John Y. Brown Jr.'s first basketball franchise was the Kentucky Colonels of the ABA. Some of the others in management thought Brown was too meddlesome in team operations. But his tenure as Colonels owner did have significant high points. The Colonels won the ABA Championship in 1975. But almost immediately after, things started to go off the rails.

The NBA and ABA would merge. If Brown wanted to keep the Colonels operating in the newly-formatted NBA, he would've been expected to $3 million. Instead, he opted to take the payout worth the same amount to fold the team altogether.

Despite indicating that he no longer wished to be part of the basketball business, Brown would buy the NBA's Buffalo Braves.

Later, he traded the Braves to Irv Levin for the famed Boston Celtics. Levin would move the Braves to San Diego, California and re-name the team as the Clippers. After he sold the Clippers, they've since moved again to Los Angeles.

Brown quickly alienated the Celtics fanbase with a number of unpopular trades. He also clashed with the team's president and general manager, Red Auerbach. After less than two years, Brown would sell his ownership stake in the Celtics.

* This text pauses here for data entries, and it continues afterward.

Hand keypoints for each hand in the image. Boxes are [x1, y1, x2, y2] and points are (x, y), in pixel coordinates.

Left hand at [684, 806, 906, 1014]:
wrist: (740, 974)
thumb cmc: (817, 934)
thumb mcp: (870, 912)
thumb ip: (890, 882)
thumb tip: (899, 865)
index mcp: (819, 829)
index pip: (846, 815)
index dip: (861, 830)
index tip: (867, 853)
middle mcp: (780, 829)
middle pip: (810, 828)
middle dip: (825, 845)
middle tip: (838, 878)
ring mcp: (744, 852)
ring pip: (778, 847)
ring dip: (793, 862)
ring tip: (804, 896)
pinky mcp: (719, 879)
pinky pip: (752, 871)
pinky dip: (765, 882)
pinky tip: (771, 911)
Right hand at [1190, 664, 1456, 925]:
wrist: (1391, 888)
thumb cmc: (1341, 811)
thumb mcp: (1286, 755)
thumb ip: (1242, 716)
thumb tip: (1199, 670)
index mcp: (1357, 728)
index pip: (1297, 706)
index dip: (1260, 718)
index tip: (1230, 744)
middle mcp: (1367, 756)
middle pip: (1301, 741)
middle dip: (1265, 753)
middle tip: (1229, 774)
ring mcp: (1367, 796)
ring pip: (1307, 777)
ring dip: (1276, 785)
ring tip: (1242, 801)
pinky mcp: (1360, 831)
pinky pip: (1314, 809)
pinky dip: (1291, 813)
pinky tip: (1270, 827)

Served as governor of Kentucky

In 1979, Brown launched a campaign for the Democratic nomination for governor of Kentucky. Others in the field included former Louisville Mayor Harvey I. Sloane and Lieutenant Governor Thelma Stovall. As well as U.S.

Representative Carroll Hubbard. Hubbard later got into legal trouble and was sent to prison. He died 10 days before John Y. Brown Jr..

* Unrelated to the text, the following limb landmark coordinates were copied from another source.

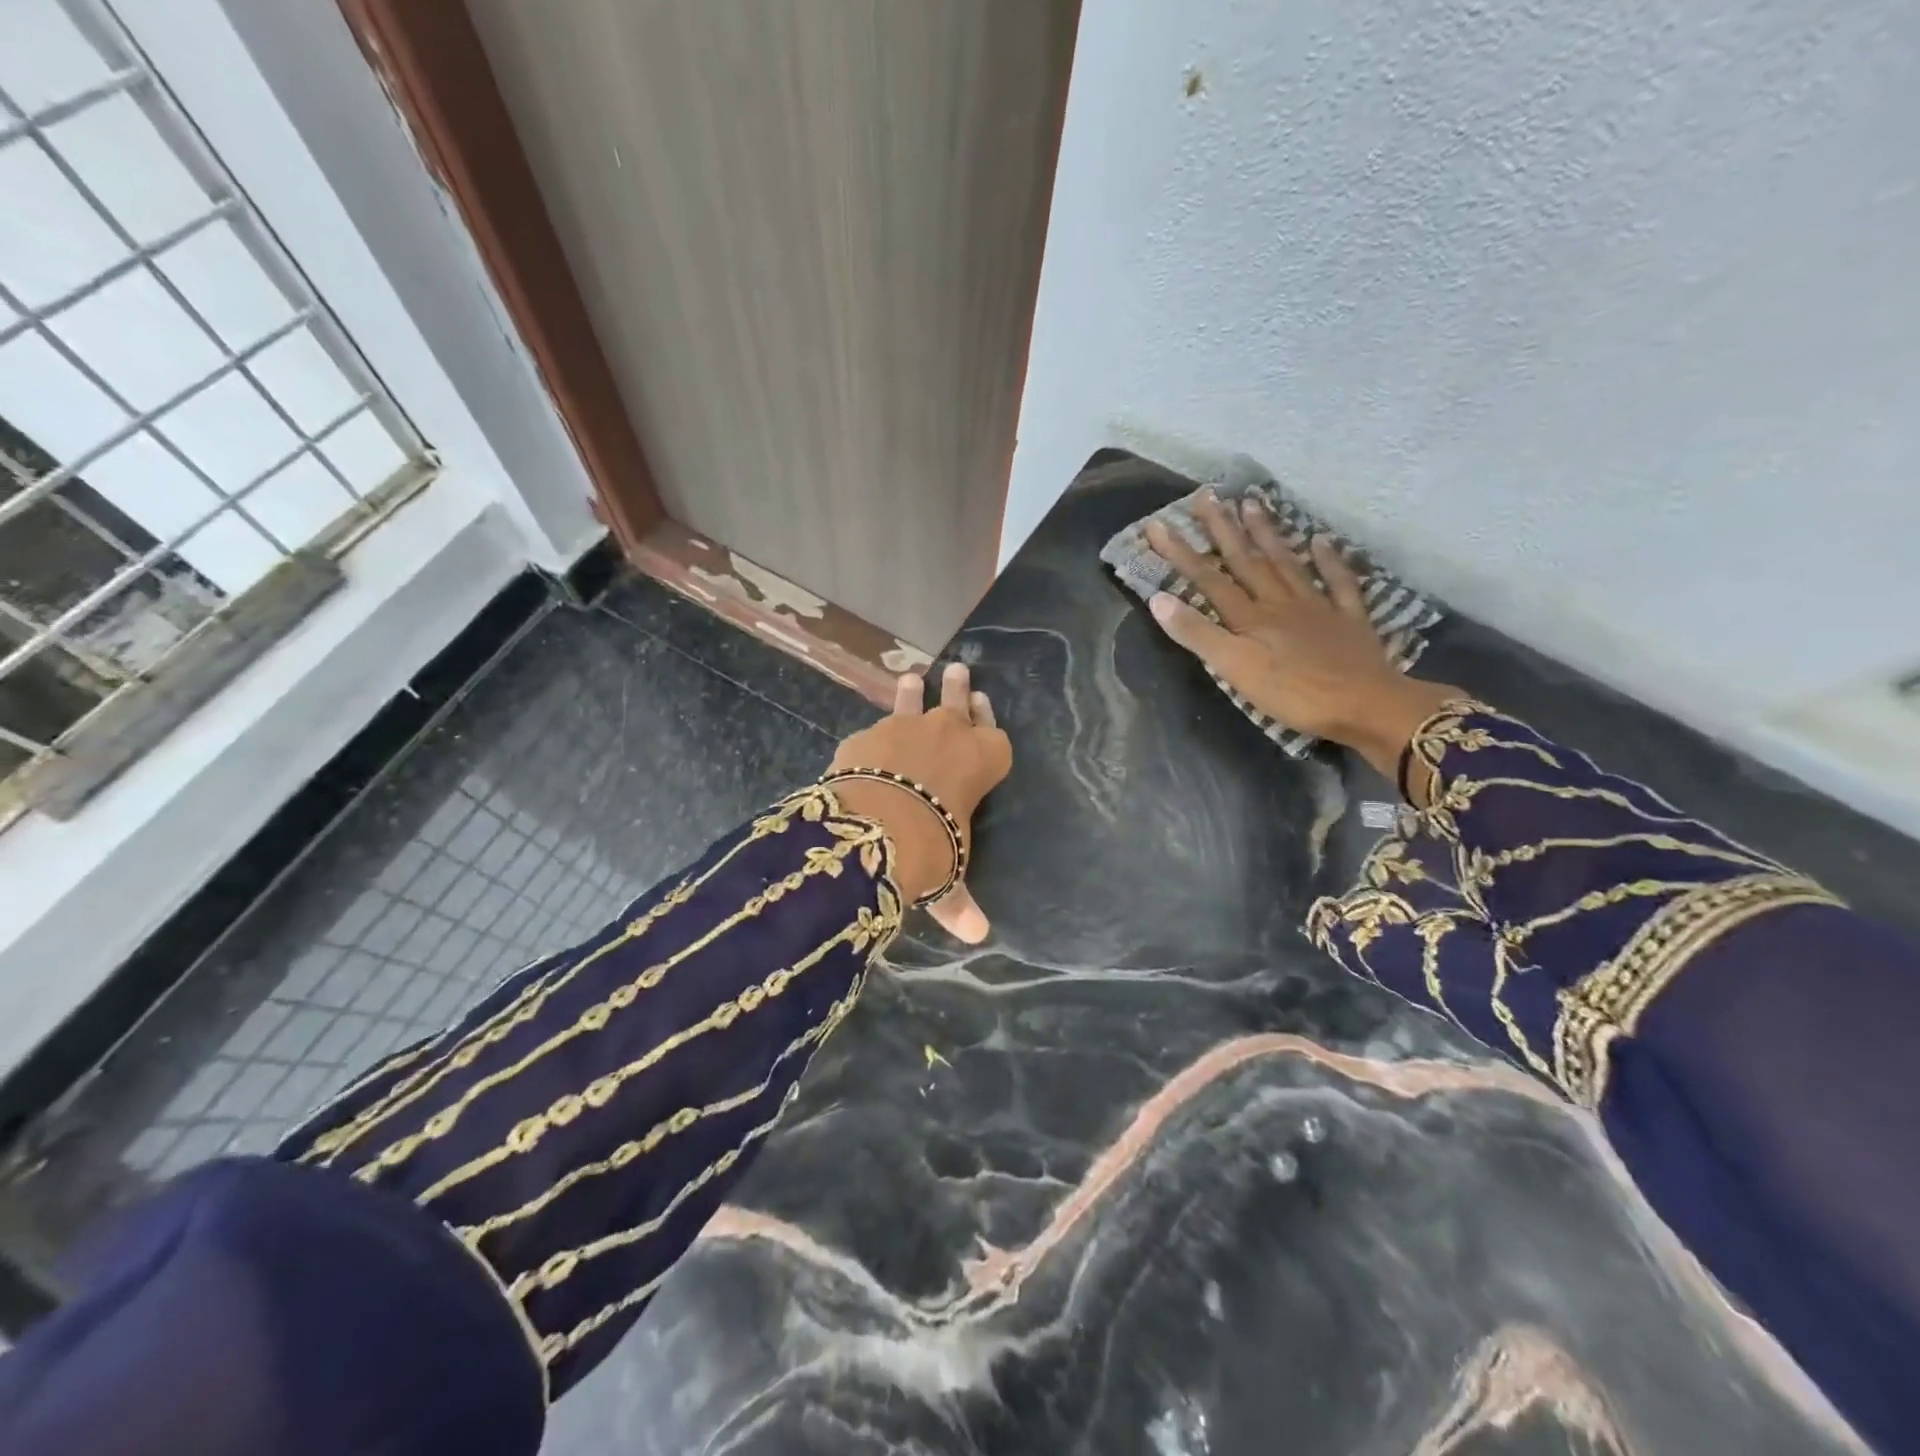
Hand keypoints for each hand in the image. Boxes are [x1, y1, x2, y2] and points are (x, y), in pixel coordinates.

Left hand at [828, 663, 1011, 942]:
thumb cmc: (932, 846)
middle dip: (959, 689)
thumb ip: (959, 900)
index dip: (988, 720)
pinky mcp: (865, 736)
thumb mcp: (949, 875)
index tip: (984, 701)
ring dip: (913, 693)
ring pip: (913, 702)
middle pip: (957, 704)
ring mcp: (905, 728)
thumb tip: (978, 935)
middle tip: (959, 670)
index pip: (994, 734)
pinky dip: (873, 735)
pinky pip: (873, 731)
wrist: (876, 826)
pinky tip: (867, 738)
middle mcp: (948, 734)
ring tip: (912, 678)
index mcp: (984, 760)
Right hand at [1144, 491, 1461, 782]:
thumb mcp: (1235, 669)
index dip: (1180, 553)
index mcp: (1250, 617)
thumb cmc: (1293, 694)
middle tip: (1207, 496)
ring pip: (1286, 562)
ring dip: (1267, 533)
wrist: (1365, 705)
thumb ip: (1198, 634)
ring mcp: (1317, 607)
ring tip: (1252, 503)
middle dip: (1222, 529)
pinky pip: (1338, 582)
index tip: (1157, 525)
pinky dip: (1330, 560)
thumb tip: (1159, 600)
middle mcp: (1280, 602)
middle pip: (1246, 560)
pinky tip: (1321, 541)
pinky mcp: (1348, 620)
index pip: (1208, 579)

Brown emerged victorious in the Democratic primary. He went on to handily defeat the Republican nominee, former Governor Louie Nunn, in the general election. Brown's health would become a significant matter during his time as governor.

He would be hospitalized for severe high blood pressure and later undergo a quadruple bypass surgery. He also, possibly even more so, struggled with pulmonary issues. Brown's struggles with his lungs also left him hospitalized for a significant period of time. Including at one point when he was comatose and when his pulse had stopped.

Kentucky law at the time prohibited Brown from running for another consecutive term as governor. But the state of his health at the time likely would've posed as a major barrier to the possibility if he were eligible. But Brown would eventually go for a political comeback.

In 1994, he launched a primary challenge against Democratic incumbent U.S. Senator Walter Dee Huddleston. However, recurring health issues led to him withdrawing from the race. Huddleton was later narrowly defeated in the general election by Republican former county official Mitch McConnell. McConnell would later go on to become the majority leader of the United States Senate.

In 1987, Brown made another try for the Kentucky Democratic gubernatorial nomination.

His competitors included former Governor Julian Carroll and future Governor Steve Beshear. All of them would come up short against businessman Wallace Wilkinson. Wilkinson won the general election in a landslide over Republican State Representative John Harper. But he, too, would later become embroiled in legal problems. He died from heart problems and blood cancer before the legal matter were resolved.